Hughes “loved and admired” John Gorton, and held Malcolm Fraser responsible for his demise because he saw Fraser’s resignation as defence minister in 1971 as precipitating his friend’s downfall. Hughes denounced Fraser from the pulpit at Gorton’s memorial service in 2002 as Fraser sat in the congregation. “One of the great sadnesses of my life arises from my belief that Malcolm made a grave misjudgement in that act of condemnation,” he said.
After the rancour of federal politics, it was time to return to the bar, where he served as president of the NSW Bar Association from 1973 to 1975. The rugged, courteous, handsome KC was in considerable demand and as his star rose, so did his fees, which eventually hit £6000 ($11,000) a day.
Hughes kept working until his late 80s, telling the Herald in 2002: “If there’s work for me to do, I’ll do it. It’s a source of intellectual stimulation, and I’ve never been a person who’s capable of relaxing for long.”
Over the years, his politics gradually mellowed, and he became more moderate and socially liberal, insisting that the Liberal Party should be a broad church. He gradually moved towards republicanism and reclaimed his Catholic faith after disagreeing with the church’s policy on social issues such as birth control. In 1988, he was awarded the Order of Australia (AO) for services to the legal profession.
In 1951, Hughes married Joanna FitzGerald, niece of the poet Robert FitzGerald. They had three children: Lucinda (Lucy), Thomas (Tom) jnr, and Michael. Tom described his father as: “the ultimate patriarch, a don, on the phone to all members of the family constantly, reviewing where everyone is in their life”.
All of his children continued the family tradition of public service. As well as having a long record in business and philanthropy, Lucy was lord mayor of Sydney from 2003 to 2004 and was at the side of her husband Malcolm Turnbull throughout his prime ministership from 2015 to 2018. Tom is a respected criminal barrister and Michael, a businessman, holds office in the NSW Liberal Party.
After Hughes and Joanna divorced in 1972, he wooed several glamorous women, including fellow barrister Kate Weigall, publicist Deeta Colvin and actress Kate Fitzpatrick, to whom he proposed unsuccessfully on Parliament House writing paper in 1973. He eventually found happiness with Chrissie Abel Smith, and they married in 1981.
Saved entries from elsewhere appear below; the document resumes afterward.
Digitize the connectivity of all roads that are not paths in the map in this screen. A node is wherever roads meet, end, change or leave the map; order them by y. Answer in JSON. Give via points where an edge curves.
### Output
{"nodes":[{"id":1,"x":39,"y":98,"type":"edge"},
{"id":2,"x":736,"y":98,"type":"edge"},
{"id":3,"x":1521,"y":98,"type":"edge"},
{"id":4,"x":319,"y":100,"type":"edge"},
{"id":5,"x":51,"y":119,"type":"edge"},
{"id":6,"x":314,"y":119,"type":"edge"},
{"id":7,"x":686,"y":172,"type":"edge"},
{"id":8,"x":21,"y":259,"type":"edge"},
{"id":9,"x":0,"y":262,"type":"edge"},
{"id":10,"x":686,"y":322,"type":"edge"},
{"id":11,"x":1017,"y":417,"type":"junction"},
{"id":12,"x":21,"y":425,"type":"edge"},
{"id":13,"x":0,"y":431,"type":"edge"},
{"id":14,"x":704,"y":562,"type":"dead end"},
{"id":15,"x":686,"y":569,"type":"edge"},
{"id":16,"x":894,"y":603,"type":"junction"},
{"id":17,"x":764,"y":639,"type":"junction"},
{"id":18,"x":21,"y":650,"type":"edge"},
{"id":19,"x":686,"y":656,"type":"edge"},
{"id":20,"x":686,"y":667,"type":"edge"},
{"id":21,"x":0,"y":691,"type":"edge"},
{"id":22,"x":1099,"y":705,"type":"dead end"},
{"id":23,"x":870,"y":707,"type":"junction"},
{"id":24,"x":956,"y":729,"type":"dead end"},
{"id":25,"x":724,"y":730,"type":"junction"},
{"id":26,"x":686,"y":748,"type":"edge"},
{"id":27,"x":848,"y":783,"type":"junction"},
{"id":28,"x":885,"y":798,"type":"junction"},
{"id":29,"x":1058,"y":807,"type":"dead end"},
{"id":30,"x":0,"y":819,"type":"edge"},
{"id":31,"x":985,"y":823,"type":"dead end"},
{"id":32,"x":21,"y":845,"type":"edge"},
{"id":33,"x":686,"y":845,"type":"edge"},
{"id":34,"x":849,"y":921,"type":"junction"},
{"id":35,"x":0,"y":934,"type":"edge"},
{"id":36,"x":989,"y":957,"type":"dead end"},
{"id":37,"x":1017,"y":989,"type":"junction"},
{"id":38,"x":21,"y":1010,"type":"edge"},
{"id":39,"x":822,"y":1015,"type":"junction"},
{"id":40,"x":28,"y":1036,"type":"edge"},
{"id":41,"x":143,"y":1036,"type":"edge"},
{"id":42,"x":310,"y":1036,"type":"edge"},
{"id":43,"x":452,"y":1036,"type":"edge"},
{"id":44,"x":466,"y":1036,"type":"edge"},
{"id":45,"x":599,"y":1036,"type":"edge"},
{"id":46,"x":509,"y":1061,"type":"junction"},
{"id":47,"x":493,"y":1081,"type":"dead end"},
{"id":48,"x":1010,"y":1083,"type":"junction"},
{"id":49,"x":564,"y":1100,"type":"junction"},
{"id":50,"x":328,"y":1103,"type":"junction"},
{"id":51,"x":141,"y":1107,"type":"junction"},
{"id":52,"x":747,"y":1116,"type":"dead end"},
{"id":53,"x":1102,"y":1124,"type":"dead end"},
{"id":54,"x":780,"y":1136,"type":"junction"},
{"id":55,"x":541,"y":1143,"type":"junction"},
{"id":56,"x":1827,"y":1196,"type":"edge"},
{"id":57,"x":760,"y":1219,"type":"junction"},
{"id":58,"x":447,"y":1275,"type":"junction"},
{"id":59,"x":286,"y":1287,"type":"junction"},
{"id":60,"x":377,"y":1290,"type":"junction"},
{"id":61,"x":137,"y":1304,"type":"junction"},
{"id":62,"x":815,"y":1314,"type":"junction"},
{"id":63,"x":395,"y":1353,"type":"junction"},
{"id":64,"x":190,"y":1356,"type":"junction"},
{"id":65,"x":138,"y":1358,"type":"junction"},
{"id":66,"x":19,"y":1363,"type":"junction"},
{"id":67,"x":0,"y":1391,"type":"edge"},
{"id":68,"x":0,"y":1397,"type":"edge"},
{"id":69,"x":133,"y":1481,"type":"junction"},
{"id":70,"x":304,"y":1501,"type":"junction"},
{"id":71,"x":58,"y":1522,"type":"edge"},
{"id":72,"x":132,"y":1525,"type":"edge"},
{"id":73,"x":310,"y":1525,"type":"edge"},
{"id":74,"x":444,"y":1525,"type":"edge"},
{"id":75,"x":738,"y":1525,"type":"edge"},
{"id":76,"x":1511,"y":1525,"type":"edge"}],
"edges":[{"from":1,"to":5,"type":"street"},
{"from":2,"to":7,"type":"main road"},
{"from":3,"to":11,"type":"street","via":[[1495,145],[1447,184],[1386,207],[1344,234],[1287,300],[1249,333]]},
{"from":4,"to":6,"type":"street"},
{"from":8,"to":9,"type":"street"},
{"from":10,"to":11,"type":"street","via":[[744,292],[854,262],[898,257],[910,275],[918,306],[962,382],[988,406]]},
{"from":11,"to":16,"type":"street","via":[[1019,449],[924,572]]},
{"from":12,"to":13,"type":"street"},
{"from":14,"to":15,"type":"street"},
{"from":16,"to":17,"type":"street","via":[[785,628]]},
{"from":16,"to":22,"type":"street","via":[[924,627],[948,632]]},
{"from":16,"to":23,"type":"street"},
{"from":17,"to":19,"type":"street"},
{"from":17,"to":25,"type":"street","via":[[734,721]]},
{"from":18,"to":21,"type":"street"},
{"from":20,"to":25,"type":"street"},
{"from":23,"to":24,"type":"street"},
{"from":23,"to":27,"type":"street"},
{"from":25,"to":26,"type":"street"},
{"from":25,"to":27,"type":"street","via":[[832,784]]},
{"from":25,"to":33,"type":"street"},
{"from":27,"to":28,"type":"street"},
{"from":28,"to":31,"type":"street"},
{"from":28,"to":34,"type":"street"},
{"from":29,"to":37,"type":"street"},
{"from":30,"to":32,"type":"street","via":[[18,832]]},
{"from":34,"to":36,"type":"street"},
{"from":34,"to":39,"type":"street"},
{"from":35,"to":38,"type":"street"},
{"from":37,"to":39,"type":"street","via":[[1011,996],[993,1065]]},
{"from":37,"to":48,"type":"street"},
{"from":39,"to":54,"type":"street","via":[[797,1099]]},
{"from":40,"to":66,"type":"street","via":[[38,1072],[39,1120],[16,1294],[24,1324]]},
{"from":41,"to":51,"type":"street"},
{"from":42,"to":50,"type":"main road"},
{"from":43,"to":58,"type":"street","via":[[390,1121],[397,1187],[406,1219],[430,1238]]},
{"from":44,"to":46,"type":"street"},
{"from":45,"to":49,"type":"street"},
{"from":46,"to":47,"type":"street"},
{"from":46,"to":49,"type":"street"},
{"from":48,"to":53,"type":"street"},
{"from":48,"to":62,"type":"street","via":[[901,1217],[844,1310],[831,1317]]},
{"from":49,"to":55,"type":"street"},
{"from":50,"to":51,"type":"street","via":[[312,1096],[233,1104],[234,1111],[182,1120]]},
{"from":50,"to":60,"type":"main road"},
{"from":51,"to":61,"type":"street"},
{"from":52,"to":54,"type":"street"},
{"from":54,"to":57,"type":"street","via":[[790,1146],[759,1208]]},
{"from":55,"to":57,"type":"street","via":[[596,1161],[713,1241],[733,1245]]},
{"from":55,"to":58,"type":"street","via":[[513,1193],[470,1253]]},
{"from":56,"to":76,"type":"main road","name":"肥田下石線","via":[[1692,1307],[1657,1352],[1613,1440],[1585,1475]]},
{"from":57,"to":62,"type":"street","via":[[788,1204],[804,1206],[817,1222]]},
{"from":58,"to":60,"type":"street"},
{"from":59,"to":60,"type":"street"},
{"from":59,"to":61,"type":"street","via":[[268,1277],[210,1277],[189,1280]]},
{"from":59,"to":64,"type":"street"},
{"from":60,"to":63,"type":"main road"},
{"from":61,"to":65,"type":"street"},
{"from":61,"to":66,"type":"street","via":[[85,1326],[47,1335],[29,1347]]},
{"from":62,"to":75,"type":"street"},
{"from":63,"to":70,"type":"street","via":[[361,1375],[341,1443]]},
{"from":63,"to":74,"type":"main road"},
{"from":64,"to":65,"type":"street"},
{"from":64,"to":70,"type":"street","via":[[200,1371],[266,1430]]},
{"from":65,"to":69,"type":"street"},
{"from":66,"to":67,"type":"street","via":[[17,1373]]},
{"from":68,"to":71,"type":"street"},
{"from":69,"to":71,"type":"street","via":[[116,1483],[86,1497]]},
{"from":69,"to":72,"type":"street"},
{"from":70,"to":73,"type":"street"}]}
In 2016, Ian Hancock’s authorised biography Tom Hughes QC: A Cab on the Rank catapulted Hughes into the headlines again. The book, stuffed with revealing extracts from his letters and diaries, republished a letter that Hughes had written to his brother Robert about the 2009 Liberal leadership challenge that saw Tony Abbott usurp Hughes’ much-loved son-in-law, Malcolm Turnbull.
“This is a potentially catastrophic decision,” he wrote. “To elect Abbott in his place is the equivalent of putting the bull in charge of the china shop or the principal lunatic in charge of the asylum.”
Turnbull was, of course, prime minister at the time, and this caused him some embarrassment. The matter was resolved quietly when an abashed Hughes wrote to Abbott to apologise.
As well as his love for the law and his family, he derived most pleasure from Bannister Station, one of his properties near Goulburn, and somewhere he found a peaceful retreat from the hubbub of the bar.
Tom Hughes is survived by his wife Chrissie, his children Lucy, Tom and Michael and their families.